Saturday, February 28, 2009

Effects of Gobal Economic Recession on Indian Economy

global recession global economic crisis global economy recession in India Indian economy economic growth of india global recession global economic crisis global economy recessionThe current global economic crisis has affected almost every country. The might of the mighty economies around the globe is enormously perturbed by the economic crisis around the world. They are facing acute catastrophe of liquidity and credit. The prime explanation being, global economy does not function in isolation. All economies are webbed with each other. Oscillation in the trade balance and economic conditions send tremors throughout the economic web.

Is India in Recession

Starting from economists to industrialists and also general mass on the streets must have been horror-struck by the very thought of recession in India. It’s recession in India. The Indian economy is not insulated from the global economic crisis that is looming over. Documentations show that the industrial growth has attained a mere 1.3% hike as compared to the same period in 2007. 1.3% is the lowest IIP (Index of Industrial Production) that has ever been registered in last ten years. This is a major issue of concern for the policy generators and industries.

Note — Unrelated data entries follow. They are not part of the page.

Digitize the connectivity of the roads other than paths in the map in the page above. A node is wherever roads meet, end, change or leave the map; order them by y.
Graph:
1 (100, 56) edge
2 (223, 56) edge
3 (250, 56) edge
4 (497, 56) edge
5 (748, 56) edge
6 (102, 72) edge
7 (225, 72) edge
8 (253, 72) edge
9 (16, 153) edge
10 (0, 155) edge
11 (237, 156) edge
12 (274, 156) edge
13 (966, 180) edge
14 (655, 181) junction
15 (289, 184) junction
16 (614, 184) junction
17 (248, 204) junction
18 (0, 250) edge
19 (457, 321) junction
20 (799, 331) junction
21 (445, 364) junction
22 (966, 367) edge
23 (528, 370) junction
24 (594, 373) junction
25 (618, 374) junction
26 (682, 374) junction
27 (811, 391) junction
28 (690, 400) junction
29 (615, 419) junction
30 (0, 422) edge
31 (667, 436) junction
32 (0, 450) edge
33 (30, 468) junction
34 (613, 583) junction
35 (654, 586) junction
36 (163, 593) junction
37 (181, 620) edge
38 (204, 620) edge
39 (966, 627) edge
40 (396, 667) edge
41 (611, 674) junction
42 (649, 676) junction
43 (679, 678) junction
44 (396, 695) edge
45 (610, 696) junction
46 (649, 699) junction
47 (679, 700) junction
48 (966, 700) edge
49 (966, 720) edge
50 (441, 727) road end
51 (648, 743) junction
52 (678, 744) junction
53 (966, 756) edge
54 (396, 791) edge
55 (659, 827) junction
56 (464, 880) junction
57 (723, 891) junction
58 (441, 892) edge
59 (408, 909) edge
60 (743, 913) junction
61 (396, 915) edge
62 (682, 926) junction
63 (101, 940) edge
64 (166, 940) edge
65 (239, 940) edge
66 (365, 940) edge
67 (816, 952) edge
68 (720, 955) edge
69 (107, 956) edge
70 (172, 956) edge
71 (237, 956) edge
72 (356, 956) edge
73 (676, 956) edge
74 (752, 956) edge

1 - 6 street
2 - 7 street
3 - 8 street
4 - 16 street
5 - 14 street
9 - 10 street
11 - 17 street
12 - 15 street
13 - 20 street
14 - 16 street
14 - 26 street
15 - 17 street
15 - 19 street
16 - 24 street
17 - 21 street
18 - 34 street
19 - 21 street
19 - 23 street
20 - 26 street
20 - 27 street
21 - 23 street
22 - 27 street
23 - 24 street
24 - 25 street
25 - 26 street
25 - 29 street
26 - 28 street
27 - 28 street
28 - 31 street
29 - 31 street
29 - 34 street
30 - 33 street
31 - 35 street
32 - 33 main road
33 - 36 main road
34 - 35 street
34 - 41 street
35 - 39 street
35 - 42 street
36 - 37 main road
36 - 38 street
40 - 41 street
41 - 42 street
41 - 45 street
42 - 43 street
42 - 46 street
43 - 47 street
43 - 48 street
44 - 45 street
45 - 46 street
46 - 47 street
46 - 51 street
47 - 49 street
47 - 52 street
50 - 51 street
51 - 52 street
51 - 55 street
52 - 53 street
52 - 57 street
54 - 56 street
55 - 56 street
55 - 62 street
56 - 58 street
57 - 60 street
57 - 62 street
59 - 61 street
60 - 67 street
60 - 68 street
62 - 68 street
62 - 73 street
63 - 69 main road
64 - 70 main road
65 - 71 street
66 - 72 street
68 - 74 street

Effects of recession in India

Several sectors of Indian economy are likely to face severe jolts as an effect of the global economic recession. The front runner among them is the real estate industry. A significant descend in demand has caused a stiff fall in property prices, nearly 15-20%. There may be an additional decline of another 20% in the coming Six months. The hues and cries of the real estate sector have infected the construction industry as well. The financial service sector is possible to be a victim of the global recession too. The GDP is going to suffer big time as this three sectors account for almost one third of the service GDP. The sudden slow down of industrial growth is expected to deliver a severe blow to the transport industry in turn.

The Indian IT companies are dependent on the banks and financial institutes for nearly half of their revenues. The slowed down economic activities due to current global economic crisis has restricted the financial institutes and banks to offer revenues to this sector which forced the IT industry to face a severe crisis.

The Indian Rupee is gradually gaining strength against Dollar. The consequence of this is emerging worries for the exporters though the long term prospect for the Indian exporters is stable.

The ripples of crumbling global market can be seen world wide. Its effect can be felt in the Indian economy too. Though the watchful approaches for economic reforms have saved her from a possible disaster of greater magnitude, but Indian economy is stiffly down trodden, beyond doubts. Good news is that the Indian financial infrastructure is less exposed to foreign assets and their derived products than other countries. The factors determining economic growth is more of local in nature. No sector has a dominant share on earning growth. The growth aspect of the Indian economy is moved forward by strong growth in domestic consumption and noteworthy spending on building infrastructure. The overall impact is, more of a sterilized effect on the Indian economy than the other countries has witnessed due to the current global economic recession.
The much criticized slow paced economic growth of India has proved to be a boon in disguise.

1 comment:

forex software said...

I strongly feel india still has market which cares only about price of the goods mainly in rural area, How to overcome the market compitation with reducing prise, mainly this reduced prise marketing happens from big producers. Are there any good future for small stores or small scale producers.